▶ Activity: Where a line holds the word "Left", copy it from the records.

------------------------------------------------

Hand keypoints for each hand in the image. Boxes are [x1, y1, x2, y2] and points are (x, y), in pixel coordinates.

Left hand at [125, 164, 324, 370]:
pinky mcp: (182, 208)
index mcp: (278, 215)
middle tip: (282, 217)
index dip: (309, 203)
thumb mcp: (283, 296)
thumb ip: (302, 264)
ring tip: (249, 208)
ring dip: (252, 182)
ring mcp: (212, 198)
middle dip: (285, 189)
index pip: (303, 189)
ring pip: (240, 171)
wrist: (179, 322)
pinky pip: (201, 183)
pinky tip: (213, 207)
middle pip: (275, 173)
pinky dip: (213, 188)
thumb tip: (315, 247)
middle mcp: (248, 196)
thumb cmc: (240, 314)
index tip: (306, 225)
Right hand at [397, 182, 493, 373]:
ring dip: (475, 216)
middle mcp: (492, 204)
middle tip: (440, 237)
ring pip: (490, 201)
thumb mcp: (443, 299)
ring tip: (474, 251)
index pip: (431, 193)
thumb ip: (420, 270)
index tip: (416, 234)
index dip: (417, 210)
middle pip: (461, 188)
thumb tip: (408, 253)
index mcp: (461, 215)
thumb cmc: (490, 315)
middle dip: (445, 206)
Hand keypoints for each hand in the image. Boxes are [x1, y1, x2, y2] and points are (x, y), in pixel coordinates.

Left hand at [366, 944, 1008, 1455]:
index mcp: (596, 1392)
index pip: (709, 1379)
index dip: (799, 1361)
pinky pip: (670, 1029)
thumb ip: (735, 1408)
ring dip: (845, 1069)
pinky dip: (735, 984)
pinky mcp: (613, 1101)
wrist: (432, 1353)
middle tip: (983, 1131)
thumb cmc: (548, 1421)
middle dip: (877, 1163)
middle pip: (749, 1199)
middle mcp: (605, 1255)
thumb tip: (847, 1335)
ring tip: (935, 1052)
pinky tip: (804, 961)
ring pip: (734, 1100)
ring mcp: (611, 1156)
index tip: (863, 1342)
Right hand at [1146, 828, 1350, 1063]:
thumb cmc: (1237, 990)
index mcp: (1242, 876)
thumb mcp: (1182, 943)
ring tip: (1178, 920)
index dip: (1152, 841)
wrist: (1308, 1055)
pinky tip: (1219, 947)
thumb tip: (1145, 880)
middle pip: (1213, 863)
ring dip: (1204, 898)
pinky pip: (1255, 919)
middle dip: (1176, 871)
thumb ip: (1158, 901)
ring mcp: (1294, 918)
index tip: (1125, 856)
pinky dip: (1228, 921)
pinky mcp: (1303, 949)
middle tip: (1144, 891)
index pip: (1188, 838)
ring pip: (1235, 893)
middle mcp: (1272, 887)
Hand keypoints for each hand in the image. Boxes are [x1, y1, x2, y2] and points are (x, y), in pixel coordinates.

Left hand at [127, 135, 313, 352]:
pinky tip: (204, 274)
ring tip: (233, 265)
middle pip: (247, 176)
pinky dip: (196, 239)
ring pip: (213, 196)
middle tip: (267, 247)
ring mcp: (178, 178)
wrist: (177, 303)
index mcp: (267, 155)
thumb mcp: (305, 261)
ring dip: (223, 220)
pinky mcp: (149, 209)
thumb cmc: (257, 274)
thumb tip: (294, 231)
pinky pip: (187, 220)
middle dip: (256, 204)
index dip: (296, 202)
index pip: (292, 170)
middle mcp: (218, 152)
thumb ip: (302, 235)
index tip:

------------------------------------------------

▶ Response area:
Left hand at [125, 164, 324, 370]:
Left hand at [366, 944, 1008, 1455]:
Left hand at [127, 135, 313, 352]:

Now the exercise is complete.